Medium- and longer-term priorities to build more resilient food systems and policy response frameworks to prevent future crises

  • Invest in increasing and diversifying food production capacities at the national level where it is possible to do so sustainably, to build greater food system resilience.
  • Invest in effective social protection systems that can expand rapidly in response to need and protect the food consumption and nutrition, especially for poor and vulnerable people.

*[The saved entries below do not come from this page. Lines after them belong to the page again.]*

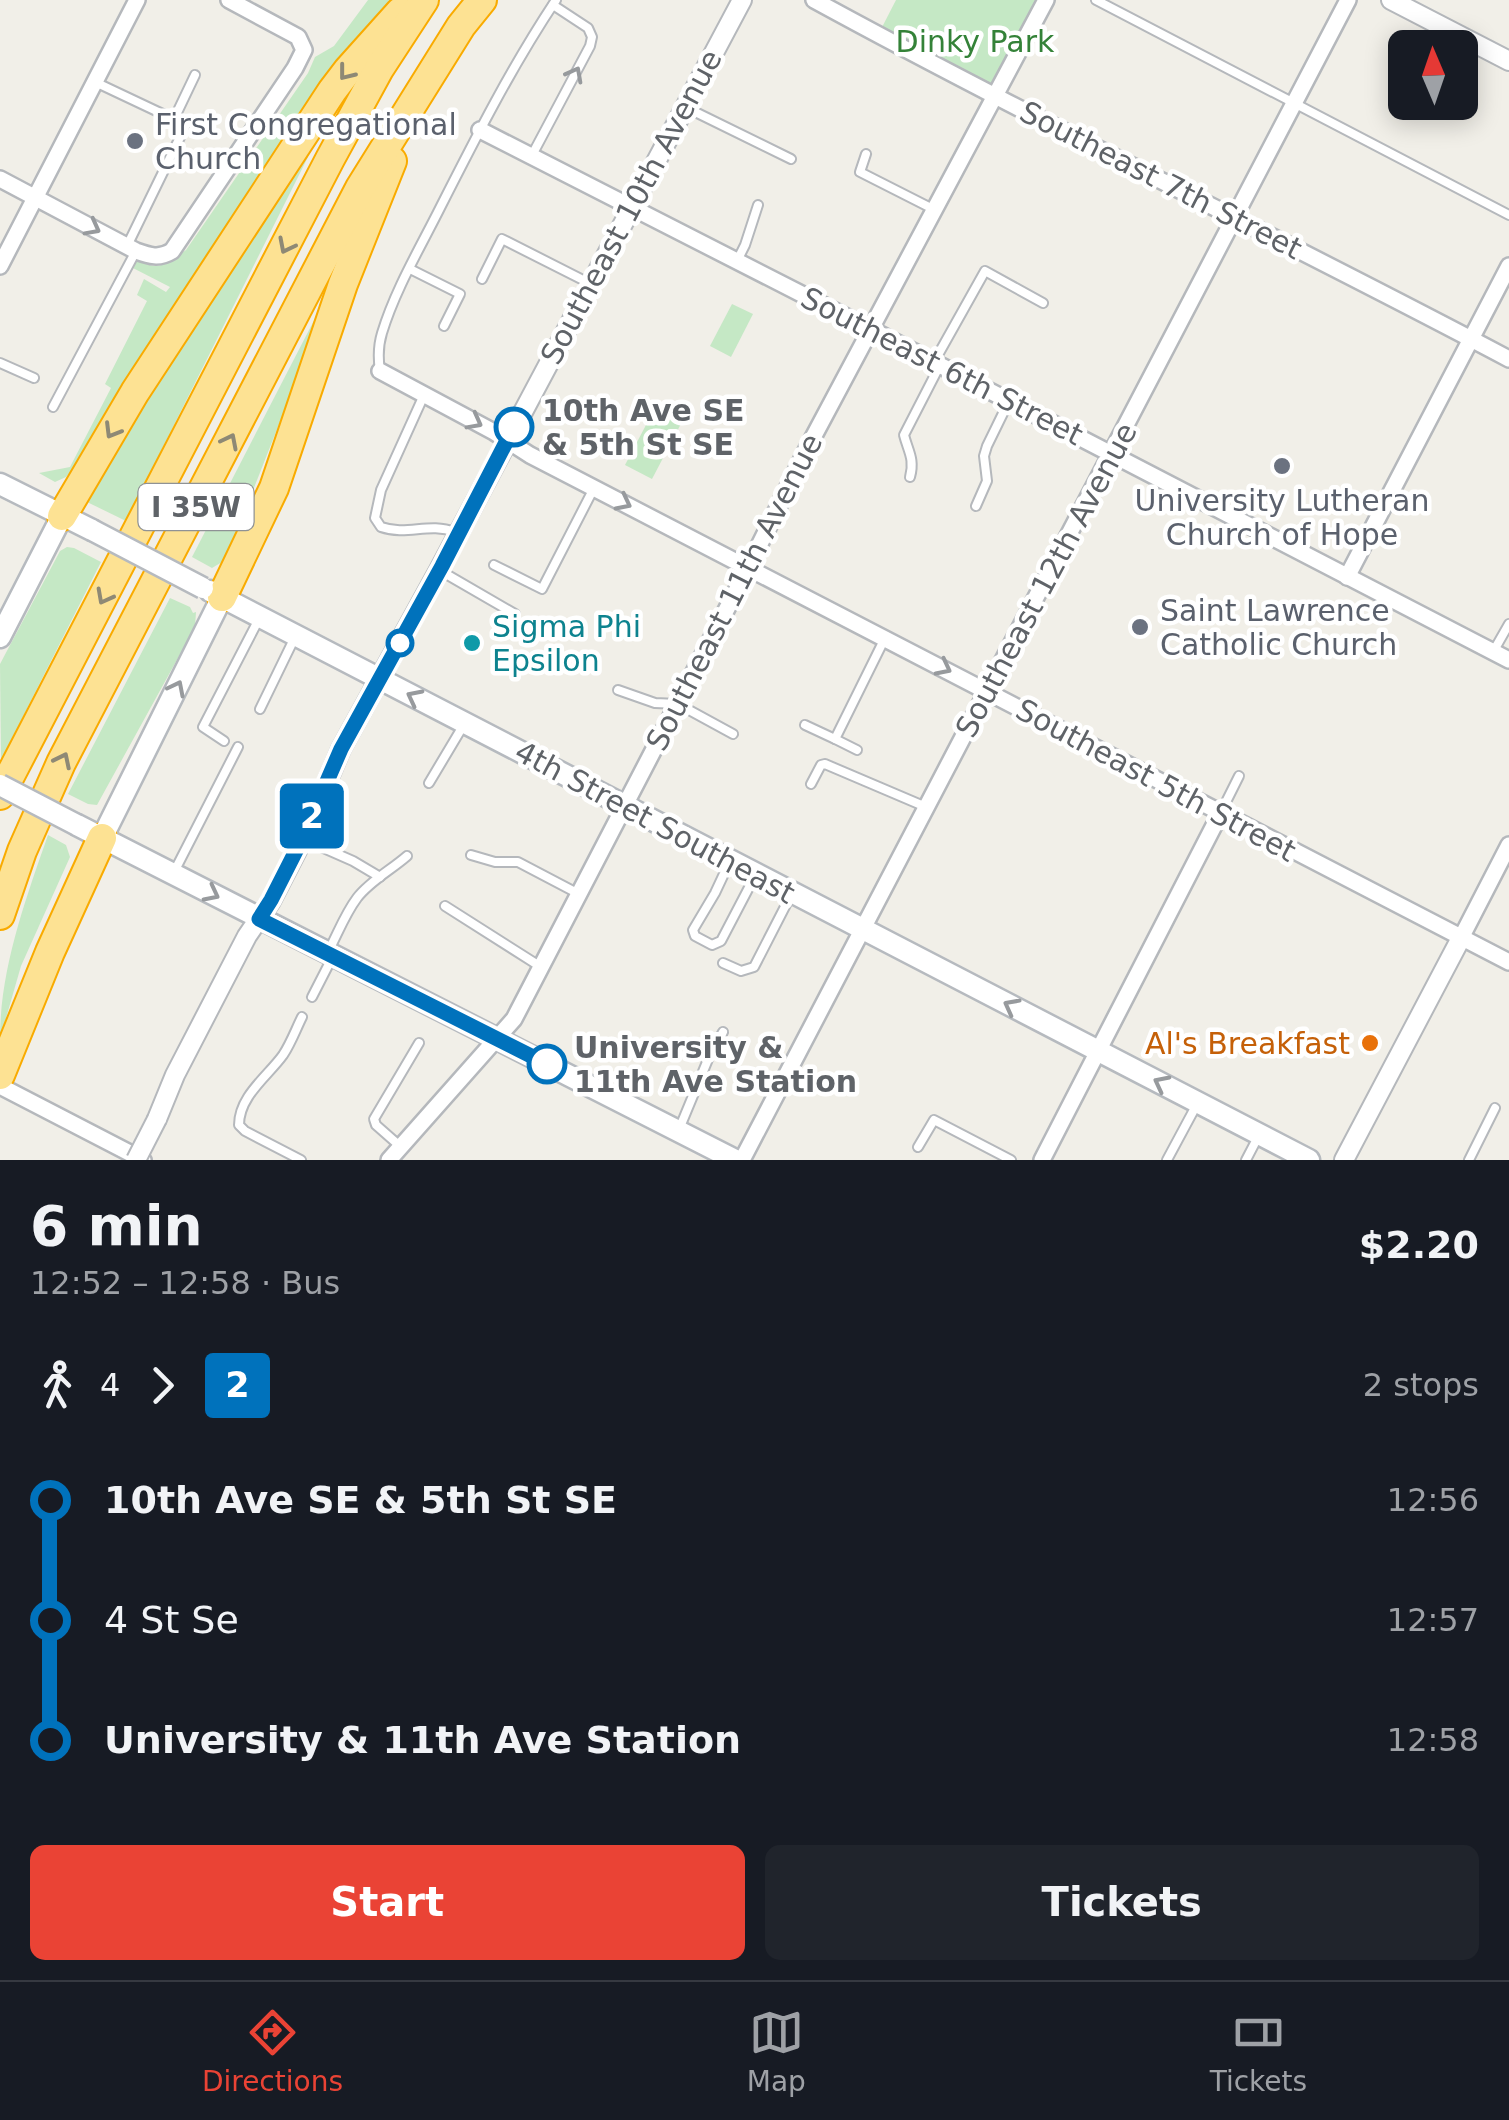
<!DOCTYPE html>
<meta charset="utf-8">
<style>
:root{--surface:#171b24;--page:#20242c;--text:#f1f3f6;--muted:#9ea1a6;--line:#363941;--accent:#ea4335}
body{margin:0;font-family:"DejaVu Sans",sans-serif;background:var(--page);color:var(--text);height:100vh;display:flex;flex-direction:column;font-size:38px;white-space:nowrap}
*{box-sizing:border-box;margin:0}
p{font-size:32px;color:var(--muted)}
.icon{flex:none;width:55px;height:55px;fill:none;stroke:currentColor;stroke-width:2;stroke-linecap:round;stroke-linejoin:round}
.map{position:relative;height:1160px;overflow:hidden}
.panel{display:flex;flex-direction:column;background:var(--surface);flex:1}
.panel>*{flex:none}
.badge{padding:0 20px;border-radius:8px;font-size:35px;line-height:65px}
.needle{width:65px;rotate:358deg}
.fabs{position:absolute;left:1388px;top:30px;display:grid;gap:20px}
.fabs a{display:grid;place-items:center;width:90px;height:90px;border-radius:15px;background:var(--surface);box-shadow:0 5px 25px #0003;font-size:50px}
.map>.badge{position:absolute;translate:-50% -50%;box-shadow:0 0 0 5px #fff}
.legs{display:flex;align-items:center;gap:15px;height:110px;padding:0 30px;font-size:32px}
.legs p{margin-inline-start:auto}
.head{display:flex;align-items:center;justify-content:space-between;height:170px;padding:0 30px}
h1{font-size:55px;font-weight:700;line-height:75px}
.button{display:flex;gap:20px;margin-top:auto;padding:20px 30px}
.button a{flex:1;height:115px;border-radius:15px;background:var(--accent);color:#fff;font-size:40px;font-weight:700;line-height:115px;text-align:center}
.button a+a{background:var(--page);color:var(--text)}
ul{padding:0 30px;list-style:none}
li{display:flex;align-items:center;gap:35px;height:120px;font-size:38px}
li i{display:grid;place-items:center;width:15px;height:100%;margin:0 12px;background:currentColor}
li i::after{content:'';width:25px;height:25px;margin:-12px;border:8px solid;border-radius:50%;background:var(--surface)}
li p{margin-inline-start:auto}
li:first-child i{background:linear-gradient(#0000 50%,currentColor 0)}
li:last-child i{background:linear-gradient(currentColor 50%,#0000 0)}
.tab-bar{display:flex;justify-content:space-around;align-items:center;height:140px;border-top:2px solid var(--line);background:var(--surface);font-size:28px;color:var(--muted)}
.tab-bar a{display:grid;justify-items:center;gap:5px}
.tab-bar .on{color:var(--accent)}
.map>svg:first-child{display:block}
.green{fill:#c5e8c5}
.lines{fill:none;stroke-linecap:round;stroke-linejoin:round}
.service-casing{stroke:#b5b8bc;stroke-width:12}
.minor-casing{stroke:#b5b8bc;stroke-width:20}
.tertiary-casing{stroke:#b5b8bc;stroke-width:22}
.secondary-casing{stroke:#b6babf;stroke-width:25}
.motorway-casing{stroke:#f9ab00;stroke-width:32}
.service{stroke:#fff;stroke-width:8}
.minor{stroke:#fff;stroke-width:15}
.tertiary{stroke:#fff;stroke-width:18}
.secondary{stroke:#fff;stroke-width:20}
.motorway{stroke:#fde293;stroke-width:28}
.tertiary-bridge-casing{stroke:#b5b8bc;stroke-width:22;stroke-linecap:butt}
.secondary-bridge-casing{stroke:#b6babf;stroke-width:25;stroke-linecap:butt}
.tertiary-bridge{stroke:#fff;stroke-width:18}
.secondary-bridge{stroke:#fff;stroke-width:20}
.oneway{stroke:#8e8975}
.oneway2{stroke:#979a9d}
.line-1-casing{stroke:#fff;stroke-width:22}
.line-1{stroke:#0072bc;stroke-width:15}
.worship-dot{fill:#6b7280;stroke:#fff;stroke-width:4}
.stop-1-dot{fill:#fff;stroke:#0072bc;stroke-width:5}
.culture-dot{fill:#0f9aa8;stroke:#fff;stroke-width:4}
.food-dot{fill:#e8710a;stroke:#fff;stroke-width:4}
.labels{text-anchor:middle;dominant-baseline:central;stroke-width:9;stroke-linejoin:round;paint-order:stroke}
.shield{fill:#fff;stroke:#8f9295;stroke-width:2.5}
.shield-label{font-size:28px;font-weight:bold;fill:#5f6368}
.park-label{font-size:30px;fill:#348238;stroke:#fff}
.worship-label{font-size:30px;fill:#5b616d;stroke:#fff;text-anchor:start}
.street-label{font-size:30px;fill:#5f6368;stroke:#fff}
.stop-label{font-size:30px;font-weight:bold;fill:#5f6368;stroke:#fff;text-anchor:start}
.culture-label{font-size:30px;fill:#0d838f;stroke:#fff;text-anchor:start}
.food-label{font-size:30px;fill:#c56008;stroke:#fff;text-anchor:end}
</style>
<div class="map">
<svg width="1509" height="1160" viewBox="0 0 1509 1160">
<rect width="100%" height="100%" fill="#f1efe8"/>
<g class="green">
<path d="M368 0H396L179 303 107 409 72 470 66 477 55 482 39 473 70 467 111 388 105 384 147 301 137 295 144 279 166 292 170 287 131 267 135 259C161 272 163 265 186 250L308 73 315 57 334 46Z"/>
<polygon points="896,0 1043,0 993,95 878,35"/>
<polygon points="304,157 308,157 126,521 85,501 106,458"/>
<polygon points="324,301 307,353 228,554 222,562 212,568 192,557"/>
<polygon points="732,304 753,314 731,357 710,346"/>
<polygon points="657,404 684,418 652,479 625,465"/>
<polygon points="67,547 74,548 101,562 1,760 0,664 60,551"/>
<polygon points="170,598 190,607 193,613 196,612 195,627 97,805 88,804 68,794"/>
<path d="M48 835 66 845 70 857 21 966 0 1039C0 969 25 901 48 835Z"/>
</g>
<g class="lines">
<g class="service-casing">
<g id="service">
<polyline points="1096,0 1509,215"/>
<polyline points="95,82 186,125 127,246"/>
<polyline points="685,107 791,159"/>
<polyline points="174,119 195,75"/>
<polyline points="866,154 860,172 933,209"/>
<polyline points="531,157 590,46 592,37 588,28 553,5"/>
<polyline points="737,261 745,245 758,205"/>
<polyline points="410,269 460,294 444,326"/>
<polyline points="482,279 502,239 591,284"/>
<polyline points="934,362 985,271 1043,303"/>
<polyline points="0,363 34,378"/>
<path d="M380 371C378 358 378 346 382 333 395 290 420 248 440 208 476 137 512 66 556 0"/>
<path d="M424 395 381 490 375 518 381 527C407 536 429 522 455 532"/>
<polyline points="53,407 136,251"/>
<path d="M910 477C915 459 908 451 904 435L940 365"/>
<polyline points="976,506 987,481 984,456 987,446 1009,401"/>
<polyline points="494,565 542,589 594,488"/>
<polyline points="439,570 515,614"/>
<polyline points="1493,652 1509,624"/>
<polyline points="618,690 655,703 678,704 733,734"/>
<polyline points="260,709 295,637"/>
<polyline points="805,725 835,739 885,638"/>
<polyline points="835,739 857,750"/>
<polyline points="224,741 203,727 260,617"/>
<polyline points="429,783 463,726"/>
<polyline points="811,784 821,765 825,764 926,807"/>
<polyline points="1221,812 1239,776"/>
<polyline points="303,839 353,861 380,877"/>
<polyline points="471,855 495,862 518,862 579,894"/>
<polyline points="730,861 715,893 693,930 695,936 712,945 721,941 756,874"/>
<polyline points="174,872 238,747"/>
<polyline points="445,906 541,967"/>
<path d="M329 950C338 933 345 914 357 898 370 881 391 870 407 856"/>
<polyline points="723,963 741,971 754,967 792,893"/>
<polyline points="312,997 333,956"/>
<polyline points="680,1127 709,1057 723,1032"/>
<polyline points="401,1147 376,1125 374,1119 419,1043"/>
<polyline points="918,1147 934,1120 1011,1160"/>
<path d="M301 1160 245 1131 239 1125C239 1096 268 1076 283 1055 291 1043 296 1029 302 1017"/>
<polyline points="1167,1160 1196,1106"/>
<polyline points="1246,1160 1258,1137"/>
<polyline points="1469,1160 1495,1108"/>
</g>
</g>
<g class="minor-casing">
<g id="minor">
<path d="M814 0C1043 125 1279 237 1509 359"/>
<polyline points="480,130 870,329 1509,660"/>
<path d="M0 179 136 251C150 256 159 259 172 251L295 68 304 50 298 37 229 0"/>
<polyline points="0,266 137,0"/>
<polyline points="380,371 494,432 530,455 1509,962"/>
<polyline points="1347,577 1509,266"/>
<polyline points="1461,938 1509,845"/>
<polyline points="0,1086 143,1160"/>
<polyline points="389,1160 514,1019 748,568 808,447 1046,0"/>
<polyline points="742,1160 1348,0"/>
<polyline points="1042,1160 1220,814"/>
</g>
</g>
<g class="tertiary-casing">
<g id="tertiary">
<polyline points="1391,0 1509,61"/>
<polyline points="157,1119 175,1075 247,936 271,901 303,839 341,749 439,570 742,0"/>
<polyline points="1344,1160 1461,938"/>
</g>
</g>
<g class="secondary-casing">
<g id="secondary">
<polyline points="0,484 92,530"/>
<polyline points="210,591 1309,1160"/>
<polyline points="0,637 62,516"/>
<polyline points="77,825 735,1160"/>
<polyline points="102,838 222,597"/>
</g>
</g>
<g class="motorway-casing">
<g id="motorway">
<polyline points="62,516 135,392 332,91 348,70 400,12"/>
<polyline points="222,597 274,488 343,284 392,161"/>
<polyline points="0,795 330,159 379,69 424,0"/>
<polyline points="0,915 22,851 61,763 360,188 461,26 482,0"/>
<polyline points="0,1075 50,952 102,838"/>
</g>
</g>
<use href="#service" class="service"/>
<use href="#minor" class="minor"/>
<use href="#tertiary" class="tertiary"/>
<use href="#secondary" class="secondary"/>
<use href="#motorway" class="motorway"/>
<g class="tertiary-bridge-casing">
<polyline id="tertiary-bridge" points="136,1160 157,1119"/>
</g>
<g class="secondary-bridge-casing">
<g id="secondary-bridge">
<polyline points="92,530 203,588"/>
<polyline points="0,785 77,825"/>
</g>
</g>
<use href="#tertiary-bridge" class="tertiary-bridge"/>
<use href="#secondary-bridge" class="secondary-bridge"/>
</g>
<defs><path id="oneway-chevron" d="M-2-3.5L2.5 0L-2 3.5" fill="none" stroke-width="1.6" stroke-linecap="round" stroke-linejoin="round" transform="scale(2.5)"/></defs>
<g class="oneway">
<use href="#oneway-chevron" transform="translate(346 73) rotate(128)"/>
<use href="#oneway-chevron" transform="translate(286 246) rotate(117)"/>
<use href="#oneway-chevron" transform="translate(112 431) rotate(121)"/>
<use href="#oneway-chevron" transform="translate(230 441) rotate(-63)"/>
<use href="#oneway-chevron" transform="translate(104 597) rotate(118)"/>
<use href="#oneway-chevron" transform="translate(63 760) rotate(-64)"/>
</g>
<g class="oneway2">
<use href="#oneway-chevron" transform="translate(575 74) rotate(-62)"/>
<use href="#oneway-chevron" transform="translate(93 228) rotate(28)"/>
<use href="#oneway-chevron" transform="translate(475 422) rotate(28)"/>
<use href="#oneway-chevron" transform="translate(624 503) rotate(27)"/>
<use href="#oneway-chevron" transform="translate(944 668) rotate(27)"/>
<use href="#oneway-chevron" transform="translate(177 688) rotate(-63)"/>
<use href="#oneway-chevron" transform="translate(414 697) rotate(-153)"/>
<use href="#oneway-chevron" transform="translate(212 894) rotate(27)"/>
<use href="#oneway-chevron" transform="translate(1011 1006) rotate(-152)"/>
<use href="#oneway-chevron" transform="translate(1161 1083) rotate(-153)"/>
</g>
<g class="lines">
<g class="line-1-casing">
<polyline id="line-1" points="514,427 442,566 341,749 302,839 271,900 259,919 547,1064"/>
</g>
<use href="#line-1" class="line-1"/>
</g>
<g class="worship-dot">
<circle cx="135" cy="141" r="10"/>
<circle cx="1282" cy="466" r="10"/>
<circle cx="1140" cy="627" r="10"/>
</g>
<g class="stop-1-dot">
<circle cx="514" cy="427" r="18"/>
<circle cx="400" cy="643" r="12"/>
<circle cx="547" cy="1064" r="18"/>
</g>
<circle class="culture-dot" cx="472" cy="643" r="10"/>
<circle class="food-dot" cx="1370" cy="1043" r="10"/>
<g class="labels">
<rect class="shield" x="138.5" y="484" width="115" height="46" rx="8"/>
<g class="shield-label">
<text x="196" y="507">I 35W</text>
</g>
<g class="park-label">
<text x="975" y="41">Dinky Park</text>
</g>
<g class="worship-label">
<text x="155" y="124">First Congregational<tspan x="155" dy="34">Church</tspan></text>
<text x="1282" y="500" text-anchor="middle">University Lutheran<tspan x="1282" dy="34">Church of Hope</tspan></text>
<text x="1160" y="610">Saint Lawrence<tspan x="1160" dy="34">Catholic Church</tspan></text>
</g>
<g class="street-label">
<text transform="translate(1161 180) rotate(27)">Southeast 7th Street</text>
<text transform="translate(631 207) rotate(-62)">Southeast 10th Avenue</text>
<text transform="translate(942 366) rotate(27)">Southeast 6th Street</text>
<text transform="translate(1046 580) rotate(-62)">Southeast 12th Avenue</text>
<text transform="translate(734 592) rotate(-63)">Southeast 11th Avenue</text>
<text transform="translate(1156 780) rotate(28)">Southeast 5th Street</text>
<text transform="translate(655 822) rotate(28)">4th Street Southeast</text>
</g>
<g class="stop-label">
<text x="542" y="410">10th Ave SE<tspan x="542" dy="34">&amp; 5th St SE</tspan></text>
<text x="574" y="1047">University &amp;<tspan x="574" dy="34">11th Ave Station</tspan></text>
</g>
<g class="culture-label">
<text x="492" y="626">Sigma Phi<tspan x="492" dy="34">Epsilon</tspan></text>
</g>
<g class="food-label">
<text x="1350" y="1043">Al's Breakfast</text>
</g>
</g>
</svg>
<div class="fabs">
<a><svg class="needle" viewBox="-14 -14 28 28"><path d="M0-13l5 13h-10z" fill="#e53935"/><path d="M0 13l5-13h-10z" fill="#9ea1a6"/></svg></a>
</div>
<b class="badge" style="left:312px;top:816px;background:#0072bc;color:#fff">2</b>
</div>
<section class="panel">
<div class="head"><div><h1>6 min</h1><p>12:52 – 12:58 · Bus</p></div><b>$2.20</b></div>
<div class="legs"><svg class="icon" aria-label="walk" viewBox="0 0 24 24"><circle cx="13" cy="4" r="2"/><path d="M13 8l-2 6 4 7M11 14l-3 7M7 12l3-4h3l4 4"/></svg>4<svg class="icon" aria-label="forward" viewBox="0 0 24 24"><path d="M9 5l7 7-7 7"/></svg><b class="badge" style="background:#0072bc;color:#fff">2</b><p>2 stops</p></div>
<ul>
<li><i style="color:#0072bc"></i><b>10th Ave SE &amp; 5th St SE</b><p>12:56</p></li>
<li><i style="color:#0072bc"></i><span>4 St Se</span><p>12:57</p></li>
<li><i style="color:#0072bc"></i><b>University &amp; 11th Ave Station</b><p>12:58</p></li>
</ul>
<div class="button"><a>Start</a><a>Tickets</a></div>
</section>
<nav class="tab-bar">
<a class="on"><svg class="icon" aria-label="directions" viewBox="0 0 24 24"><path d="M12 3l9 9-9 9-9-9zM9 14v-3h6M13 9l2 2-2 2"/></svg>Directions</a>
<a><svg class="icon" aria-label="map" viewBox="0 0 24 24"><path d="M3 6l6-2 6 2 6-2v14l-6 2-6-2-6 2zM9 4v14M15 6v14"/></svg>Map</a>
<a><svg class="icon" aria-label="tickets" viewBox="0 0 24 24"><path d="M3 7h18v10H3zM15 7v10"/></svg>Tickets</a>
</nav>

  • Invest in building nutritionally resilient populations, through improved diet quality, health systems and water access, who will be better able to withstand short-term food supply or price shocks.
  • Invest in more climate resilient and less energy intensive forms of agricultural production, such as agroecology, that do not rely on excessive use of chemical fertilizers and fossil fuels and are less vulnerable to energy price fluctuations, to facilitate a smooth and equitable transition to diverse, healthy, and adequate food supplies.
  • Increase the capacity of local and regional markets to meet food demand by investing in more diverse distribution systems, including infrastructure that supports territorial markets.
  • Take measures to encourage diversification of diets to reduce demand for imported grains and grain-based livestock products, including support for local and small-scale producers to increase the production and consumption of culturally and ecologically appropriate foods.
  • Redouble efforts to minimize food loss and waste.
  • Strengthen and globally coordinate stronger regulations and information sharing on food commodity markets to prevent speculation that can amplify food price volatility.
  • Deepen international policy coordination via the development of a CFS Global Food Crisis Response Framework.